Retype every line of the data, keeping each word exactly.
━━━━━━━━
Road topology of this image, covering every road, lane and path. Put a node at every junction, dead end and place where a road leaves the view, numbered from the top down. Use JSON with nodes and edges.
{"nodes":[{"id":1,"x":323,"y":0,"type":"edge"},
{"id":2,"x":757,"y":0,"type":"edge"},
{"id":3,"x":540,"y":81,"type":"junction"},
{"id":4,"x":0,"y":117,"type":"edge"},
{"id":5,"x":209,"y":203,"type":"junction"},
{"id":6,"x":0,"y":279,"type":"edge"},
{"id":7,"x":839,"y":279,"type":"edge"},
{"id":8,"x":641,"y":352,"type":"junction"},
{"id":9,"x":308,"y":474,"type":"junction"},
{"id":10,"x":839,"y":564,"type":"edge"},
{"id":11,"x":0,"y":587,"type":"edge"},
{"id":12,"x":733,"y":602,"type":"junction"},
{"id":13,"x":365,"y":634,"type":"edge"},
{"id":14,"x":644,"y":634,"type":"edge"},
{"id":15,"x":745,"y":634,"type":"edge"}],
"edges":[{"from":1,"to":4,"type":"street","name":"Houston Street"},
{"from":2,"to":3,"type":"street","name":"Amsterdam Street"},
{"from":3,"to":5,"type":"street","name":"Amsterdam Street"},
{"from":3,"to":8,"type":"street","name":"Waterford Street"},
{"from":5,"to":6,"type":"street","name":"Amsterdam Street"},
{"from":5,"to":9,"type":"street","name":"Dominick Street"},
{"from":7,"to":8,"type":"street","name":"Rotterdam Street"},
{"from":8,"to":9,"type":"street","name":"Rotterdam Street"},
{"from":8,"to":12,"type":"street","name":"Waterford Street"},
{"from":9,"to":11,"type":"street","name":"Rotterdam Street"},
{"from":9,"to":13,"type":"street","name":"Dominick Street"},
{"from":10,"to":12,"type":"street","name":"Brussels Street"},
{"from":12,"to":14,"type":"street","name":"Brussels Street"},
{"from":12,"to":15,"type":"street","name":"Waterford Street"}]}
━━━━━━━━
**Solution to the problem**
Road topology of this image, covering every road, lane and path. Put a node at every junction, dead end and place where a road leaves the view, numbered from the top down. Use JSON with nodes and edges.
{"nodes":[{"id":1,"x":323,"y":0,"type":"edge"},
{"id":2,"x":757,"y":0,"type":"edge"},
{"id":3,"x":540,"y":81,"type":"junction"},
{"id":4,"x":0,"y":117,"type":"edge"},
{"id":5,"x":209,"y":203,"type":"junction"},
{"id":6,"x":0,"y":279,"type":"edge"},
{"id":7,"x":839,"y":279,"type":"edge"},
{"id":8,"x":641,"y":352,"type":"junction"},
{"id":9,"x":308,"y":474,"type":"junction"},
{"id":10,"x":839,"y":564,"type":"edge"},
{"id":11,"x":0,"y":587,"type":"edge"},
{"id":12,"x":733,"y":602,"type":"junction"},
{"id":13,"x":365,"y":634,"type":"edge"},
{"id":14,"x":644,"y":634,"type":"edge"},
{"id":15,"x":745,"y":634,"type":"edge"}],
"edges":[{"from":1,"to":4,"type":"street","name":"Houston Street"},
{"from":2,"to":3,"type":"street","name":"Amsterdam Street"},
{"from":3,"to":5,"type":"street","name":"Amsterdam Street"},
{"from":3,"to":8,"type":"street","name":"Waterford Street"},
{"from":5,"to":6,"type":"street","name":"Amsterdam Street"},
{"from":5,"to":9,"type":"street","name":"Dominick Street"},
{"from":7,"to":8,"type":"street","name":"Rotterdam Street"},
{"from":8,"to":9,"type":"street","name":"Rotterdam Street"},
{"from":8,"to":12,"type":"street","name":"Waterford Street"},
{"from":9,"to":11,"type":"street","name":"Rotterdam Street"},
{"from":9,"to":13,"type":"street","name":"Dominick Street"},
{"from":10,"to":12,"type":"street","name":"Brussels Street"},
{"from":12,"to":14,"type":"street","name":"Brussels Street"},
{"from":12,"to":15,"type":"street","name":"Waterford Street"}]}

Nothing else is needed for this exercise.